START PROVIDED DATA
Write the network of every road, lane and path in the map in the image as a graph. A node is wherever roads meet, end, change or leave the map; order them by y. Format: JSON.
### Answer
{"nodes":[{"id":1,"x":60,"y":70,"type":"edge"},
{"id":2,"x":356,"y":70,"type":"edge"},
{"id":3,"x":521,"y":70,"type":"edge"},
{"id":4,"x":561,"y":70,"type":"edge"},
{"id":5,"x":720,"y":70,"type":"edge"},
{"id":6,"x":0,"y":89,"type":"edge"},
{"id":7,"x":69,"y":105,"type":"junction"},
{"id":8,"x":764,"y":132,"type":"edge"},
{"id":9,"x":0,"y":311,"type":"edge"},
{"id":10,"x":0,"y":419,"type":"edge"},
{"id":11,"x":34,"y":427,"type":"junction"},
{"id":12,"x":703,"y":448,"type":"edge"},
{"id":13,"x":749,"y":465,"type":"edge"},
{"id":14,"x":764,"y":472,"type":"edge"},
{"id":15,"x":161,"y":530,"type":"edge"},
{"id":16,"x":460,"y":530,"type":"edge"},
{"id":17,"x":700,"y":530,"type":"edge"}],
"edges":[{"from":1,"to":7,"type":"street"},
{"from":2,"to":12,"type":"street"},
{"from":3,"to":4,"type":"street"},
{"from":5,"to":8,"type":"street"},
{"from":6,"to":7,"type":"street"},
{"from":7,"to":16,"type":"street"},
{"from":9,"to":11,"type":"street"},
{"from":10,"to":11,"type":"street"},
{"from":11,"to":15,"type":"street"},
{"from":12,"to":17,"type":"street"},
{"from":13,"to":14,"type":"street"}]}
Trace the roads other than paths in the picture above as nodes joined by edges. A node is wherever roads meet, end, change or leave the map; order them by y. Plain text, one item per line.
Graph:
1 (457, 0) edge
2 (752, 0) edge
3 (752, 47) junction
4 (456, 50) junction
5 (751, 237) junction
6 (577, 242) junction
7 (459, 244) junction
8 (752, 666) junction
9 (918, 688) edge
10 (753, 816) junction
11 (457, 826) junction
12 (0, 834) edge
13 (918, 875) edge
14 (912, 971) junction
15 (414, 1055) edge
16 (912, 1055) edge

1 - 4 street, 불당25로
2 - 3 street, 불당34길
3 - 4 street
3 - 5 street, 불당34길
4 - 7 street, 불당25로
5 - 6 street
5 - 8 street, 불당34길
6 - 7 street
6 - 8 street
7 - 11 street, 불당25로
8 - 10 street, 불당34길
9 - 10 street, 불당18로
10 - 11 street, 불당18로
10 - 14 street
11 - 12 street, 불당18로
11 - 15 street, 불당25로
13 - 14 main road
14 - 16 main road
END PROVIDED DATA
_EXERCISE REQUIREMENTS_
Copy out each line of the entries where the word "change" is found.

_FINISHED TASK_
Write the network of every road, lane and path in the map in the image as a graph. A node is wherever roads meet, end, change or leave the map; order them by y. Format: JSON.
Trace the roads other than paths in the picture above as nodes joined by edges. A node is wherever roads meet, end, change or leave the map; order them by y. Plain text, one item per line.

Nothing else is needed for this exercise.